→ **Task requirements**:
All of the entries are to be repeated exactly, with no pictures included.

• • •

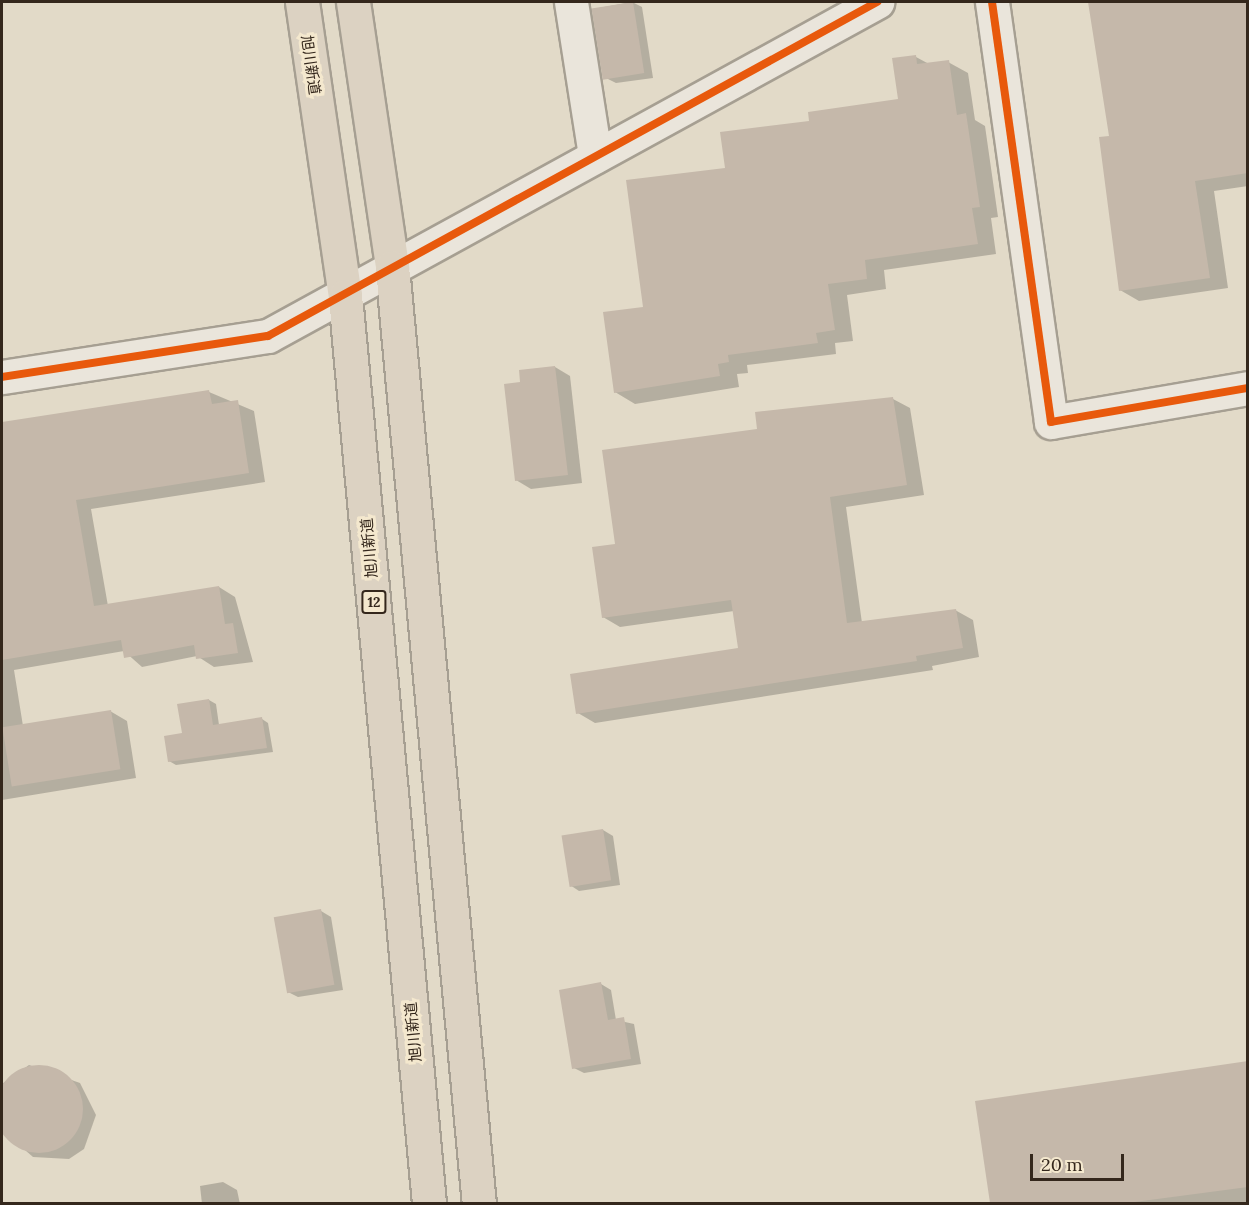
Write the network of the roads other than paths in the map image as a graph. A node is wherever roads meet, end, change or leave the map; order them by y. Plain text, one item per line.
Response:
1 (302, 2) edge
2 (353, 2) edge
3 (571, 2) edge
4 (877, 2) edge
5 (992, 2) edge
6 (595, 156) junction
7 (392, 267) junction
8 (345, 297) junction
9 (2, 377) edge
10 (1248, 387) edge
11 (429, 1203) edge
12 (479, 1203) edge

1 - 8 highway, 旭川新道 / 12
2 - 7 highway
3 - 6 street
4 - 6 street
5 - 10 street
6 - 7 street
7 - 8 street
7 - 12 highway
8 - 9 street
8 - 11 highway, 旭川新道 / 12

• • •

→ **Task output**:
Write the network of the roads other than paths in the map image as a graph. A node is wherever roads meet, end, change or leave the map; order them by y. Plain text, one item per line.
Response:
1 (302, 2) edge
2 (353, 2) edge
3 (571, 2) edge
4 (877, 2) edge
5 (992, 2) edge
6 (595, 156) junction
7 (392, 267) junction
8 (345, 297) junction
9 (2, 377) edge
10 (1248, 387) edge
11 (429, 1203) edge
12 (479, 1203) edge

1 - 8 highway, 旭川新道 / 12
2 - 7 highway
3 - 6 street
4 - 6 street
5 - 10 street
6 - 7 street
7 - 8 street
7 - 12 highway
8 - 9 street
8 - 11 highway, 旭川新道 / 12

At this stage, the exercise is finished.